The difference between birds' inner body temperature — around 105 degrees — and that of the outside air is much more pronounced in winter. Thus, their metabolism must be stoked continuously by feeding throughout the day, as if they were shoveling coal into a furnace.
This unrelenting need to consume calories is why many winter birds can be enticed to bird feeders. Out in nature, resources are spread around, so it's a bit "unnatural" for food to appear in one place. But once birds become familiar with a feeding station, they'll make it part of their routine.
Feeders almost never are the difference between life and death for our backyard birds but they do make their lives a bit easier, especially after a long night of fasting, or before heading off to their night roost.
And the reward for those of us who maintain bird feeders is watching the birds they draw in.
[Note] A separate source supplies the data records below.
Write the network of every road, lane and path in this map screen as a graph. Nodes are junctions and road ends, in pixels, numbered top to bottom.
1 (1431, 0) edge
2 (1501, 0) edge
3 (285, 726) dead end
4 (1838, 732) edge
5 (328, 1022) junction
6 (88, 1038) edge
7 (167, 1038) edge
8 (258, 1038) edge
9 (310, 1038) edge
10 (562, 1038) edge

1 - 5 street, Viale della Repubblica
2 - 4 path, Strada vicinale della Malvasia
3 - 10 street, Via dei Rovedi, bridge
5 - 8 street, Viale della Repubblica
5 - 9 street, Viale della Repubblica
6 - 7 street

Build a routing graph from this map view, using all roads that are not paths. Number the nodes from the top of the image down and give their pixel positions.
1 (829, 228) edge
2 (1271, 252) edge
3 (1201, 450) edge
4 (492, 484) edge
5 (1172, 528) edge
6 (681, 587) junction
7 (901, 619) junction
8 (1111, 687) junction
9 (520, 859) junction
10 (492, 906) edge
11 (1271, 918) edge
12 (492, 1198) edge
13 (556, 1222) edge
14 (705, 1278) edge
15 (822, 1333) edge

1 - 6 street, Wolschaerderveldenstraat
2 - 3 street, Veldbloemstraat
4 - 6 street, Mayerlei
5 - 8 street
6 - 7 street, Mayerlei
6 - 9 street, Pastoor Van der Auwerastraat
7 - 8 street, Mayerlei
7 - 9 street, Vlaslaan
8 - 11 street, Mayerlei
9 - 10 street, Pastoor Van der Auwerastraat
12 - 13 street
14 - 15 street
Chickadees dash in to grab a sunflower seed, then flit off to a branch to peck it open. Burbling goldfinches stack up at tube feeders filled with nyger and sunflower chips, while house finches seem to prefer safflower in a dome feeder. The minute I put out peanuts, the blue jays dart in to carry them away on trip after trip. They return so quickly I'm convinced they're stashing most of them around the neighborhood to eat later.
Juncos hop around under the feeders for seed bits scattered by the other birds. They're often joined by a flock of house sparrows that feed in a rush before scattering back to a large evergreen shrub where they noisily chatter.
The downy, hairy and red-bellied woodpeckers swoop in for shelled peanuts and suet bits. White-breasted nuthatches perch head down as they chip out chunks of peanut to eat or stash under garage shingles for later consumption.